Supplied records:
^^^^^^^^^^^^^^^^

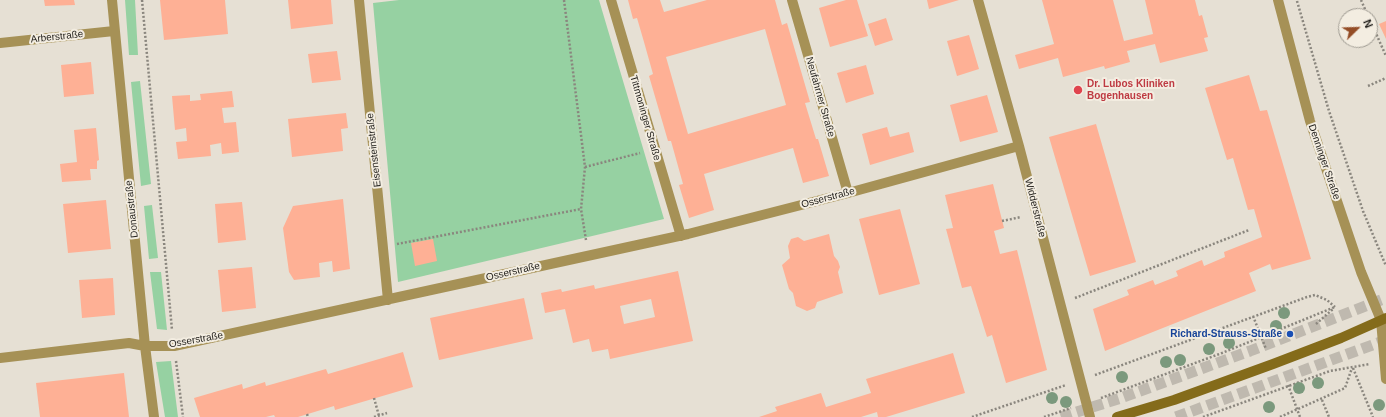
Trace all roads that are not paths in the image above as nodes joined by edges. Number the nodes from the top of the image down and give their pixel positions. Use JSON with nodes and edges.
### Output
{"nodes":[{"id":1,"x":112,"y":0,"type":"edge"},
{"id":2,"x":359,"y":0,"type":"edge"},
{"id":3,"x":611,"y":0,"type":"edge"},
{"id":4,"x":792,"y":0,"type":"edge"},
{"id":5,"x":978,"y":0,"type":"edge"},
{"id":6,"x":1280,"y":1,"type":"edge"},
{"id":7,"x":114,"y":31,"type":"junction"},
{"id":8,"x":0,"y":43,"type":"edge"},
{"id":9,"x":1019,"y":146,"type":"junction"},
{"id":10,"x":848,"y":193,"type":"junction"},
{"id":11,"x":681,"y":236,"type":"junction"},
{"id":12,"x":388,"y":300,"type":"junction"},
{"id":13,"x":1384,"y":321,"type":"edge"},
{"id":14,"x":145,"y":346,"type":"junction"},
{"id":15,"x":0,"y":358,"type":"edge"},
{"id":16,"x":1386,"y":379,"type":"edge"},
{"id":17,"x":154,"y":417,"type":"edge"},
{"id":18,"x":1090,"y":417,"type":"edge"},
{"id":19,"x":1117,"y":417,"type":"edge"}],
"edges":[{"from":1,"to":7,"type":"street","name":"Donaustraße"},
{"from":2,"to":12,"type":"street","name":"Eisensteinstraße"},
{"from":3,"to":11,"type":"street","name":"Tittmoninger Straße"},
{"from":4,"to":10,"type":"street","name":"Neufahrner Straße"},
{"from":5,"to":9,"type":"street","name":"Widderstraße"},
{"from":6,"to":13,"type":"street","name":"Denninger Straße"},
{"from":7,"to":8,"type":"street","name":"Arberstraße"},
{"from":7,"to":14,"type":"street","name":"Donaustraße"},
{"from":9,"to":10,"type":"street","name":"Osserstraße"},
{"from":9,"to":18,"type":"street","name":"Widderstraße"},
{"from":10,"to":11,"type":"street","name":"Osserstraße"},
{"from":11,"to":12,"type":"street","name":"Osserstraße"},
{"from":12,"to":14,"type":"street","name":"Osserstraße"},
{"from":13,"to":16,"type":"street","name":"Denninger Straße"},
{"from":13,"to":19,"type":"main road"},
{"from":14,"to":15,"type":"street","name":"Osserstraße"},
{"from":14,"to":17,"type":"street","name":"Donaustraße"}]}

^^^^^^^^^^^^^^^^

Required action: Read through the data and copy every line where "edges" shows up.

Response area:
Trace all roads that are not paths in the image above as nodes joined by edges. Number the nodes from the top of the image down and give their pixel positions. Use JSON with nodes and edges.
"edges":[{"from":1,"to":7,"type":"street","name":"Donaustraße"},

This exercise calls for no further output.